------ SUPPLIED DATA ------

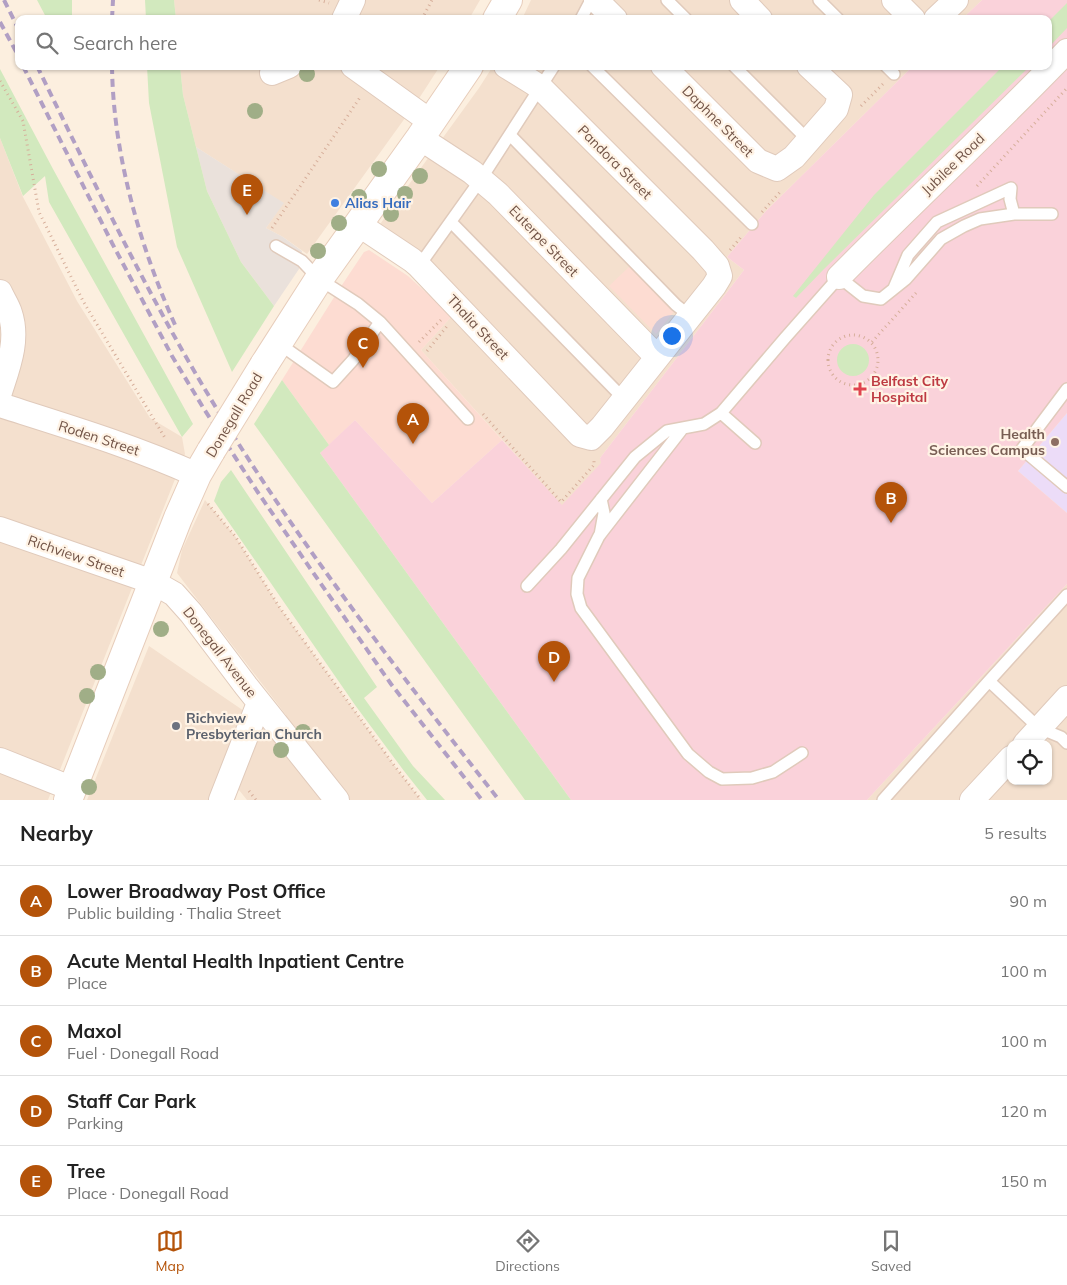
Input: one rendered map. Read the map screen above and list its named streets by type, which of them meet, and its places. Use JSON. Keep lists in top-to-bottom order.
{
  "streets": {
    "street": [
      "Daphne Street",
      "Pandora Street",
      "Jubilee Road",
      "Euterpe Street",
      "Thalia Street",
      "Donegall Road",
      "Roden Street",
      "Richview Street",
      "Donegall Avenue"
    ]
  },
  "crossings": [
    ["Euterpe Street", "Donegall Road"],
    ["Thalia Street", "Donegall Road"],
    ["Donegall Road", "Roden Street"],
    ["Donegall Road", "Richview Street"],
    ["Donegall Road", "Donegall Avenue"],
    ["Richview Street", "Donegall Avenue"]
  ],
  "places": {
    "other": ["Alias Hair", "Health Sciences Campus", "Richview Presbyterian Church"],
    "health": ["Belfast City Hospital"]
  },
  "page": {
    "search": "Search here",
    "pins": [
      "E",
      "C",
      "A",
      "B",
      "D"
    ],
    "heading": ["Nearby", "5 results"],
    "list": [
      {
        "mark": "A",
        "name": "Lower Broadway Post Office",
        "note": "Public building · Thalia Street",
        "value": "90 m"
      },
      {
        "mark": "B",
        "name": "Acute Mental Health Inpatient Centre",
        "note": "Place",
        "value": "100 m"
      },
      {
        "mark": "C",
        "name": "Maxol",
        "note": "Fuel · Donegall Road",
        "value": "100 m"
      },
      {
        "mark": "D",
        "name": "Staff Car Park",
        "note": "Parking",
        "value": "120 m"
      },
      {
        "mark": "E",
        "name": "Tree",
        "note": "Place · Donegall Road",
        "value": "150 m"
      }
    ],
    "nav": ["Map", "Directions", "Saved"]
  }
}
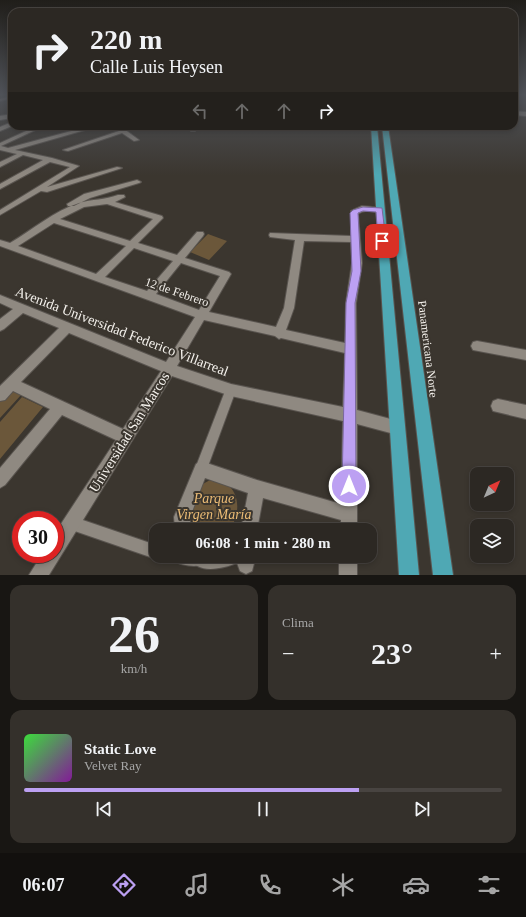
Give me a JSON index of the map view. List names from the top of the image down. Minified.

------

WHAT IS NEEDED: Each line above should be set down exactly as written, with pictures excluded.

EXERCISE OUTPUT:
Input: one rendered map. Read the map screen above and list its named streets by type, which of them meet, and its places. Use JSON. Keep lists in top-to-bottom order.
{
  "streets": {
    "street": [
      "Daphne Street",
      "Pandora Street",
      "Jubilee Road",
      "Euterpe Street",
      "Thalia Street",
      "Donegall Road",
      "Roden Street",
      "Richview Street",
      "Donegall Avenue"
    ]
  },
  "crossings": [
    ["Euterpe Street", "Donegall Road"],
    ["Thalia Street", "Donegall Road"],
    ["Donegall Road", "Roden Street"],
    ["Donegall Road", "Richview Street"],
    ["Donegall Road", "Donegall Avenue"],
    ["Richview Street", "Donegall Avenue"]
  ],
  "places": {
    "other": ["Alias Hair", "Health Sciences Campus", "Richview Presbyterian Church"],
    "health": ["Belfast City Hospital"]
  },
  "page": {
    "search": "Search here",
    "pins": [
      "E",
      "C",
      "A",
      "B",
      "D"
    ],
    "heading": ["Nearby", "5 results"],
    "list": [
      {
        "mark": "A",
        "name": "Lower Broadway Post Office",
        "note": "Public building · Thalia Street",
        "value": "90 m"
      },
      {
        "mark": "B",
        "name": "Acute Mental Health Inpatient Centre",
        "note": "Place",
        "value": "100 m"
      },
      {
        "mark": "C",
        "name": "Maxol",
        "note": "Fuel · Donegall Road",
        "value": "100 m"
      },
      {
        "mark": "D",
        "name": "Staff Car Park",
        "note": "Parking",
        "value": "120 m"
      },
      {
        "mark": "E",
        "name": "Tree",
        "note": "Place · Donegall Road",
        "value": "150 m"
      }
    ],
    "nav": ["Map", "Directions", "Saved"]
  }
}
Give me a JSON index of the map view. List names from the top of the image down. Minified.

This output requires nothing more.